Structure and dynamics in poly(ethylene oxide)-blended single-ion conducting polymer electrolytes based on side-chain ionomers

Abstract

While single-ion conducting polymer electrolytes (SICPEs) are highly promising candidates for safer polymer electrolytes due to their stability and high transference number, their practical application is often hindered by substantially lower ionic conductivities. In this study, we investigate morphology and dynamics of a family of SICPEs based on a side-chain ionomer blended with poly(ethylene oxide) (PEO) at various ratios. In the pure state, the side-chain ionomer is liquid crystalline with dense ionic layers.
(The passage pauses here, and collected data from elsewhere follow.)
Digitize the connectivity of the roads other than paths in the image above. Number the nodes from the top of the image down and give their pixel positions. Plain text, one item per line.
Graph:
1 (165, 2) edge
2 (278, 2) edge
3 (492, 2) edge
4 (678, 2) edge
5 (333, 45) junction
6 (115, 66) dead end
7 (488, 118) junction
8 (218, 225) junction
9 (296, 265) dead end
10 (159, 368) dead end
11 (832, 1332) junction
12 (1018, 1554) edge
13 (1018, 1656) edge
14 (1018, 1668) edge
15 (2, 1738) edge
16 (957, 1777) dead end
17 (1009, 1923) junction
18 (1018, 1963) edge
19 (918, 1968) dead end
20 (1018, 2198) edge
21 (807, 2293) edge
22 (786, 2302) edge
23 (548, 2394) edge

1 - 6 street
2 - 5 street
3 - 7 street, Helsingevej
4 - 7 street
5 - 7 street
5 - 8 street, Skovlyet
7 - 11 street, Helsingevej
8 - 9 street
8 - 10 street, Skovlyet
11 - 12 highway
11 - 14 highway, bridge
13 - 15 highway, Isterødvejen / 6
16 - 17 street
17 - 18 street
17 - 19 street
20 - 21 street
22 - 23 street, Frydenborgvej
PEO addition reduced the primary glass transition temperature, accompanied by the emergence of a new glass transition attributed to the ionomer's polystyrene backbone. Morphologically, blends with lower PEO content maintained the lamellar structure of the pure ionomer, while higher PEO ratios resulted in increased disorder. The ionic conductivity of the blend at high PEO content (EO–Li ratio of 20–1) reached 7.9 × 10⁻⁵ S cm⁻¹ at 90 °C, approximately four orders of magnitude greater than that of pure ionomer and similar to that of other PEO-ionomer blends containing tethered –sulfonyl(trifluoromethylsulfonyl)imide (–TFSI⁻) anions. Dielectric spectroscopy revealed that PEO addition leads to increased coupling between dielectric relaxation and long-range ion transport.